* RECORDS SUPPLIED:
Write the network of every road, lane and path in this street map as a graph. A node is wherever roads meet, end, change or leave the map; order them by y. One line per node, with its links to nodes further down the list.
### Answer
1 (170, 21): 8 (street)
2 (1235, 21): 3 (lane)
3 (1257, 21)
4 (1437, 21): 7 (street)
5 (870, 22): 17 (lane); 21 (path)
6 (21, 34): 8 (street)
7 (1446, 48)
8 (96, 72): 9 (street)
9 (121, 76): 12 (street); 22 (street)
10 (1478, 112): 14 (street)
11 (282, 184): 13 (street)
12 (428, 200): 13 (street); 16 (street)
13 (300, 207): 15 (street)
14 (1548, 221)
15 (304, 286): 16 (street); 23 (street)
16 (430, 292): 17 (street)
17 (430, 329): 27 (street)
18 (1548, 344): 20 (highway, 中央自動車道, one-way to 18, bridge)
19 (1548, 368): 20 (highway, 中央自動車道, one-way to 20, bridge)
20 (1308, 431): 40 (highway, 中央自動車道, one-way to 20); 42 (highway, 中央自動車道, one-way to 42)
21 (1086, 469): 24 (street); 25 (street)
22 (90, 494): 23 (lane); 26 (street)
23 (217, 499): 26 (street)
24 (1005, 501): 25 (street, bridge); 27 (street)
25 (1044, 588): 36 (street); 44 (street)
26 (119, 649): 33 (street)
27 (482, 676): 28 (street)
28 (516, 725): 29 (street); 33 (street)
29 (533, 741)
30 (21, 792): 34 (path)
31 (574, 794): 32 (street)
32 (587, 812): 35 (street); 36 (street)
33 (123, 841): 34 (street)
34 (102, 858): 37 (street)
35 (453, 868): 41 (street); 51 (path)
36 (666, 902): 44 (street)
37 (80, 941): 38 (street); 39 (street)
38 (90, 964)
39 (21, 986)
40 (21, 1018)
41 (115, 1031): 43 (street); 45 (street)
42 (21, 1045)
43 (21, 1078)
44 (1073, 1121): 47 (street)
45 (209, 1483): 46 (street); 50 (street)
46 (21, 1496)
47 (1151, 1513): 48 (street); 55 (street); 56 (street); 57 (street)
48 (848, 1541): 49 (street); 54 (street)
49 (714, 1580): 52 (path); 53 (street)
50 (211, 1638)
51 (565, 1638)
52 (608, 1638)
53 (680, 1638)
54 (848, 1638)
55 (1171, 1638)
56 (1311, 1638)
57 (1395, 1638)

* PROBLEM TO WORK ON:
In the material above, find each line that has the string "bridge" and return it.

* RESULT FOR THIS TASK:
18 (1548, 344): 20 (highway, 中央自動車道, one-way to 18, bridge)
19 (1548, 368): 20 (highway, 中央自動車道, one-way to 20, bridge)
24 (1005, 501): 25 (street, bridge); 27 (street)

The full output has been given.